I have blogged on the various ways to determine the state of recovery but this week I was involved in an interesting discussion around rollback. The transaction has run for 14 hours and then a KILL SPID was issued. The SPID goes into rollback and happed to do so for 2 days and 4 hours.

The natural question is why not 14 hours to rollback?

It is hard to tell without some specific details but if the original query used parallel workers it could have done more than 14 hours of work. For example if the update ran with 4 workers, in parallel, it would have done 56 hours of work or 2.3 days.   Rollback is mostly single threaded so it might take 4x times as long to complete the rollback.   Also, read ahead is often more efficient during execution because the plan is known where rollback has to work from log records and might not be able to drive buffer fetches in the same way.

The next question was: Should I restart the SQL Server service? Would that be faster?

Generally it is not faster because you have to start recovery again from the begin transaction and determine where to start fix-ups of the databases. This means lots of I/O again and this time with a cold cache and probably no other access to the database.

Still Think Recovery/Rollback Is Stuck

If you really think that recovery or rollback should have completed you can issue the following T-SQL commands to capture a dump of the SQL Server process and provide it to Microsoft SQL Server Support for further analysis.

dbcc traceon(-1, 2546, 2551)

dbcc stackdump(1)

dbcc traceoff(-1, 2546, 2551)

This will generate a .mdmp file in the LOG directory. Continue to allow the recovery or rollback to continue and contact Microsoft SQL Server Support for further assistance.

Large Log File

You should also be aware that allowing the log file to grow large and generate huge numbers of VLFs could increase recovery time.

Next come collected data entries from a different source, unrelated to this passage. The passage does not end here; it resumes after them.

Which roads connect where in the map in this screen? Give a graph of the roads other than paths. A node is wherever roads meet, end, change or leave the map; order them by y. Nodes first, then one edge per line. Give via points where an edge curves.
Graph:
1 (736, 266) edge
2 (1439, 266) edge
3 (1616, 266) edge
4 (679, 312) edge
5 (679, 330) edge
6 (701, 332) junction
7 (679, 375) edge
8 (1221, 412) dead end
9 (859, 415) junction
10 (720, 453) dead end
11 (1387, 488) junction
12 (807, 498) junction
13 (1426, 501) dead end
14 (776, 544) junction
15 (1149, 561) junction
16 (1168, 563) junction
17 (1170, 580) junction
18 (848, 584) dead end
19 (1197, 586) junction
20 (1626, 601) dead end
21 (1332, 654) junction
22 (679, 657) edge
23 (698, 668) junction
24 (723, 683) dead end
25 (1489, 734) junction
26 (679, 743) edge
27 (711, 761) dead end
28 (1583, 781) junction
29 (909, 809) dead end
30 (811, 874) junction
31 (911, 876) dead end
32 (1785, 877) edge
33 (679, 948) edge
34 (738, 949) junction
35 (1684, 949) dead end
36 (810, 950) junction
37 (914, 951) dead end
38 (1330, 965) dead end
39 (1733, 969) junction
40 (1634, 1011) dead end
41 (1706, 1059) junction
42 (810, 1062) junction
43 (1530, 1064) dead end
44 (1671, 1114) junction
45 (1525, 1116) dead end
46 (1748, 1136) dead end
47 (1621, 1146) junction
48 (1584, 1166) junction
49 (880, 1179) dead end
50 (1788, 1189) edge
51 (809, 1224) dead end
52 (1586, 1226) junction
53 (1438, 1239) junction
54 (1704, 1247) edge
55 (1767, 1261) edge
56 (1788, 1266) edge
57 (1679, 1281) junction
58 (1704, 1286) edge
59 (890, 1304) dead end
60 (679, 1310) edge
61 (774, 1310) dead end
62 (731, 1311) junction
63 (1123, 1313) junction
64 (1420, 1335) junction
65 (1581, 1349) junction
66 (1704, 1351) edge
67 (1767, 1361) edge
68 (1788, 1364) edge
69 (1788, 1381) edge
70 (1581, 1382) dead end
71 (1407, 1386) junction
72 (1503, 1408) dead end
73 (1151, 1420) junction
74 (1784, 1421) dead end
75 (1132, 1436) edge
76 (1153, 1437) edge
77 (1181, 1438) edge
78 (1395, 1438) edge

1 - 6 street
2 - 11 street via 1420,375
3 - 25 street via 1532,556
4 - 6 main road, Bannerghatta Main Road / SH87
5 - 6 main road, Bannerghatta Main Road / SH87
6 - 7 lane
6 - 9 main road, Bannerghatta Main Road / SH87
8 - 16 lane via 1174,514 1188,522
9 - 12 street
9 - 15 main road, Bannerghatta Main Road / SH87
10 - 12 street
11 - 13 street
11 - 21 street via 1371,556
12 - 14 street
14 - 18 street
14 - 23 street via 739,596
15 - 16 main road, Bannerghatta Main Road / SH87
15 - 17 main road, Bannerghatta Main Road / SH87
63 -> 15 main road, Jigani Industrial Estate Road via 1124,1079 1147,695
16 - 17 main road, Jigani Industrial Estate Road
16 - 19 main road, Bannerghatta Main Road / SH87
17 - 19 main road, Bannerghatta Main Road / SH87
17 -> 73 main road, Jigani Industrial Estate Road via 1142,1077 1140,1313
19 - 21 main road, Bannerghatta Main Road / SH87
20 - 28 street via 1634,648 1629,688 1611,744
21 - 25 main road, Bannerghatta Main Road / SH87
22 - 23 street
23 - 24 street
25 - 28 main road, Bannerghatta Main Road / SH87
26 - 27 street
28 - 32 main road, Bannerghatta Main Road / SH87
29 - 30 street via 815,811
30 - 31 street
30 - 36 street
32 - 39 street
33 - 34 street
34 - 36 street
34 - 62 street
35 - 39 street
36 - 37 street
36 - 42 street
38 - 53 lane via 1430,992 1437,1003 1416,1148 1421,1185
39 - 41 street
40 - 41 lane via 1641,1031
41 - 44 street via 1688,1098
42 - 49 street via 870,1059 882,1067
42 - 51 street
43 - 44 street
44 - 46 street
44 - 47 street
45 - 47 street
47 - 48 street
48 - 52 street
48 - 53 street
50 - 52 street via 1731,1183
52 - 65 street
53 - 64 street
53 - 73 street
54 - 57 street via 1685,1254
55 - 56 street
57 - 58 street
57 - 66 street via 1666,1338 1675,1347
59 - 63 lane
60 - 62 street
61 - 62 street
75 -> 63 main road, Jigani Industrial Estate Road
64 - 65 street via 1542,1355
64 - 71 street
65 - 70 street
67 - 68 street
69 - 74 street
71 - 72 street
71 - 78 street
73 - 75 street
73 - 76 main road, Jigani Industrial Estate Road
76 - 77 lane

If the database being recovered has a lot of VLFs (Virtual Log Files), the discovery phase that occurs during pre-recovery can take a long time to complete. The number of rows returned by DBCC LOGINFO (dbname) will confirm if this is a possibility.  In a typical problem scenario, this query will return several 1000 in a difficult scenario 1.2 million VLFS.  This problem could occur even if there are no transactions to recover. The best solution is to shrink the log file to a very small value, confirm that the number of VLFs is few 100s or less, then re-size the log by expanding (or growing ) in a large increment.

Bob Dorr
SQL Server Principal Escalation Engineer

Comments (5)

  1. AspiringGeek says:

    This is a fundamental yet little understood area.  Thanks for adding some clarity by publishing this great post.

  2. ajaymalloc says:

    Really good to know this aspect of ROLLBACK behavour.

    Is there any way to detect how much time the rollback will take. From your blog it seems that ROLLBACK will always take longer than actual work done, because the mechanism like single rollback thread, log read dependency, of SQL Server is supports transactions more than that of Rollback. But for my experience it has worked opposite.

  3. Miguel de la Broadbento says:

    We do full refreshes throughout our DW builds and all the rollbacks do is get in the way. Too bad there isn't an option to

    KILL SPID and just leave the data in place as is. The rerun of our process would then do either table truncate or drop and we'd be on our merry way. In other words, the rollback is superfluous within the context of our local use of SQL Server.

  4. Kailas Pawar says:

    Could  we kill the simple rollback command running on SQL Server 2008.

    Please could you  anser on kailasspawar@gmail.com

    I have some doubt to kill rollback statement. Your help is realy appriciated.


    Kailas Pawar